We all have those people in our lives we don’t know all that well, but we have an idea of who they are based on others opinions, what we see from the outside or what’s we’ve decided on them based on our own ideas. I know most times, when I get to know them, my first opinion was wrong. I realize I didn’t know them as well as I thought.
So lately, I’ve been questioning who God is. There have been some really tragic, hard stuff happening around me and it leaves me wondering where’s God in all this. Yeah, we all know bad stuff happens in life but some people, it seems like they get MORE than their share! So how does this go with who I know God to be? How could a family lose 3 kids in a car accident? How could a husband and wife lose their brand new baby? How can a wife and her 3 little kids lose their husband/ daddy in an instant? It just doesn’t make sense to me. And it messes with my head, “Maybe I’m next! When is that bomb going to drop?” How can a loving God allow this stuff to happen? Why would he allow this to happen?
Who is God really? Maybe my knowledge of God’s character is not really based on who he is. Maybe it’s based on what I’ve learned in church, what I’ve heard other people say or what my OWN idea of who I think God should be. What if my idea of God is not who he really is. What if I only have a small picture of him when he’s SO much more than I ever imagined? Who is God?

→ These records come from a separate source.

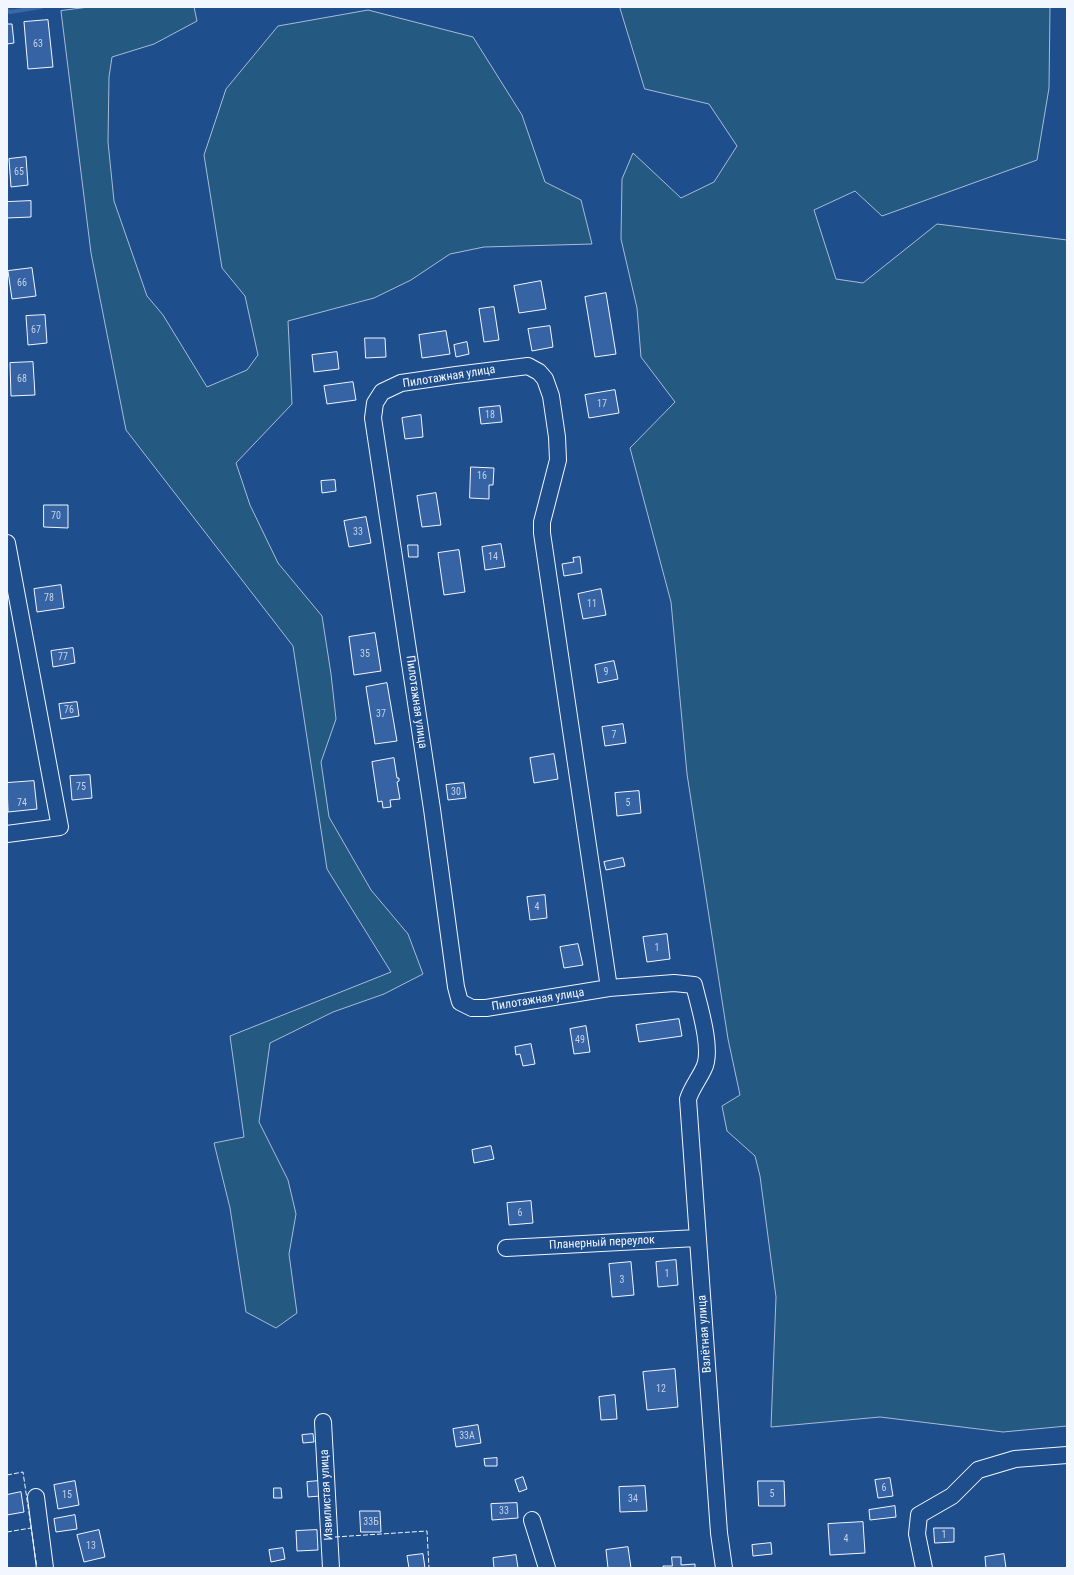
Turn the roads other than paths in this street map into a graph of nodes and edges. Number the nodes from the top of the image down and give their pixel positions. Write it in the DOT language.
graph roads {
  1 [pos="7,543"];
  2 [pos="7,546"];
  3 [pos="7,834"];
  4 [pos="609,988"];
  5 [pos="688,1099"];
  6 [pos="698,1238"];
  7 [pos="506,1248"];
  8 [pos="323,1422"];
  9 [pos="1067,1455"];
  10 [pos="36,1497"];
  11 [pos="532,1520"];
  12 [pos="45,1568"];
  13 [pos="331,1568"];
  14 [pos="547,1568"];
  15 [pos="724,1568"];
  16 [pos="924,1568"];
  1 -- 2 [label="street"];
  2 -- 3 [label="street"];
  4 -- 4 [label="street, Пилотажная улица"];
  4 -- 5 [label="street, Пилотажная улица"];
  5 -- 6 [label="street, Взлётная улица"];
  6 -- 7 [label="street, Планерный переулок"];
  6 -- 15 [label="street, Взлётная улица"];
  8 -- 13 [label="street, Извилистая улица"];
  9 -- 16 [label="street"];
  10 -- 12 [label="street"];
  11 -- 14 [label="street"];
}
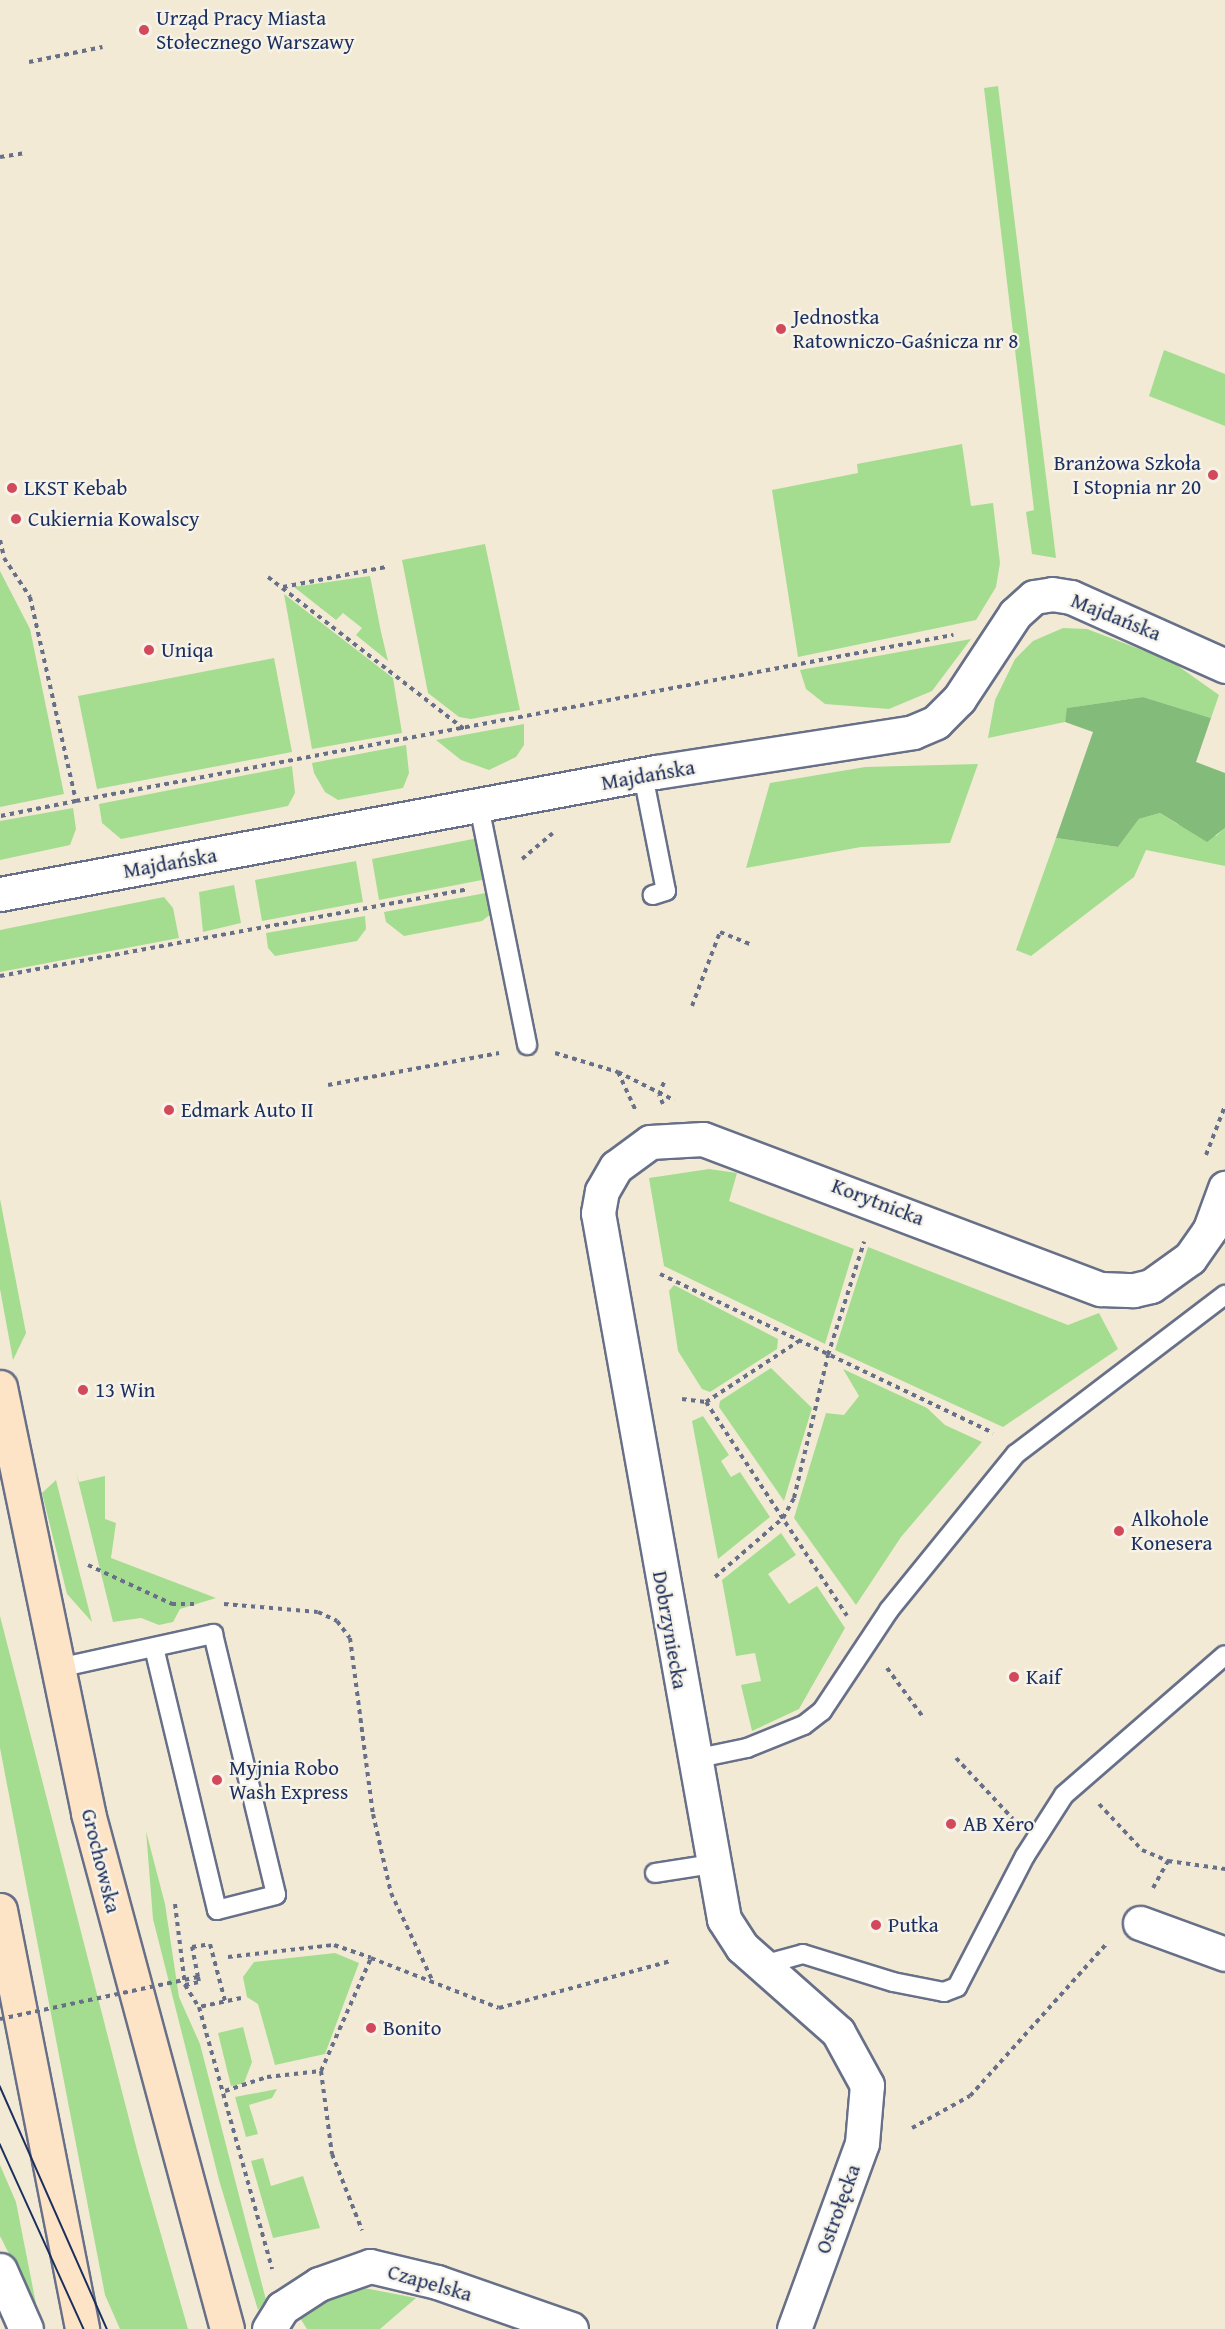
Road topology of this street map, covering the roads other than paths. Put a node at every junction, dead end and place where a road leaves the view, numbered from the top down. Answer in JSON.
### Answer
{"nodes":[{"id":1,"x":1225,"y":666,"type":"edge"},
{"id":2,"x":643,"y":775,"type":"junction"},
{"id":3,"x":479,"y":806,"type":"junction"},
{"id":4,"x":0,"y":894,"type":"edge"},
{"id":5,"x":653,"y":895,"type":"dead end"},
{"id":6,"x":527,"y":1045,"type":"road end"},
{"id":7,"x":650,"y":1142,"type":"joint"},
{"id":8,"x":1225,"y":1188,"type":"edge"},
{"id":9,"x":1225,"y":1295,"type":"edge"},
{"id":10,"x":0,"y":1387,"type":"edge"},
{"id":11,"x":154,"y":1648,"type":"junction"},
{"id":12,"x":1225,"y":1654,"type":"edge"},
{"id":13,"x":58,"y":1668,"type":"junction"},
{"id":14,"x":694,"y":1759,"type":"junction"},
{"id":15,"x":712,"y":1864,"type":"junction"},
{"id":16,"x":655,"y":1873,"type":"dead end"},
{"id":17,"x":0,"y":1910,"type":"edge"},
{"id":18,"x":1140,"y":1923,"type":"road end"},
{"id":19,"x":1225,"y":1954,"type":"edge"},
{"id":20,"x":763,"y":1965,"type":"junction"},
{"id":21,"x":867,"y":2085,"type":"joint"},
{"id":22,"x":0,"y":2270,"type":"edge"},
{"id":23,"x":275,"y":2319,"type":"edge"},
{"id":24,"x":26,"y":2329,"type":"edge"},
{"id":25,"x":82,"y":2329,"type":"edge"},
{"id":26,"x":227,"y":2329,"type":"edge"},
{"id":27,"x":571,"y":2329,"type":"edge"},
{"id":28,"x":794,"y":2329,"type":"edge"}],
"edges":[{"from":1,"to":2,"type":"street","name":"Majdańska"},
{"from":2,"to":3,"type":"street","name":"Majdańska"},
{"from":2,"to":5,"type":"lane"},
{"from":3,"to":4,"type":"street","name":"Majdańska"},
{"from":3,"to":6,"type":"lane"},
{"from":7,"to":8,"type":"street","name":"Korytnicka"},
{"from":7,"to":14,"type":"street","name":"Dobrzyniecka"},
{"from":9,"to":14,"type":"lane"},
{"from":10,"to":13,"type":"main road","name":"Grochowska"},
{"from":11,"to":11,"type":"lane"},
{"from":11,"to":13,"type":"lane"},
{"from":12,"to":20,"type":"lane"},
{"from":13,"to":26,"type":"main road","name":"Grochowska"},
{"from":14,"to":15,"type":"street","name":"Dobrzyniecka"},
{"from":15,"to":16,"type":"lane"},
{"from":15,"to":20,"type":"street","name":"Dobrzyniecka"},
{"from":17,"to":25,"type":"main road"},
{"from":18,"to":19,"type":"street"},
{"from":20,"to":21,"type":"street","name":"Dobrzyniecka"},
{"from":21,"to":28,"type":"street","name":"Ostrołęcka"},
{"from":22,"to":24,"type":"street"},
{"from":23,"to":27,"type":"street","name":"Czapelska"}]}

In an effort to remedy this issue, my first thought was, “There’s got to be a book out there that deals with this issue!!”.. Of course there’s a book out there! It’s called the BIBLE! (Christian education at it’s finest!..lol) His character is ALL through that book. His story of who he is, was and will be. It’s all in there! So that’s where I’m going. I’m starting there. And asking God to show me who he is. To break down all the preconceived ideas, to show me the truth. I want to know who God is and I want HIM to show me. He’s promised to reveal who he is when we search. I’m relying on that promise. Am I excited about this? Yes! Am I nervous about what I’ll find? Yes! Will I find that I didn’t really know who God was? Sadly, most likely, yes… But I’m tired of relying on what I know. I want to see Him though HIS eyes. And I want his words to reveal to me who he really is, was and will be.
“When you come looking for me, you’ll find me. Yes, when you get serious about finding me and want it more than anything else, I’ll make sure you won’t be disappointed.” Jeremiah 29:13 ~The Message.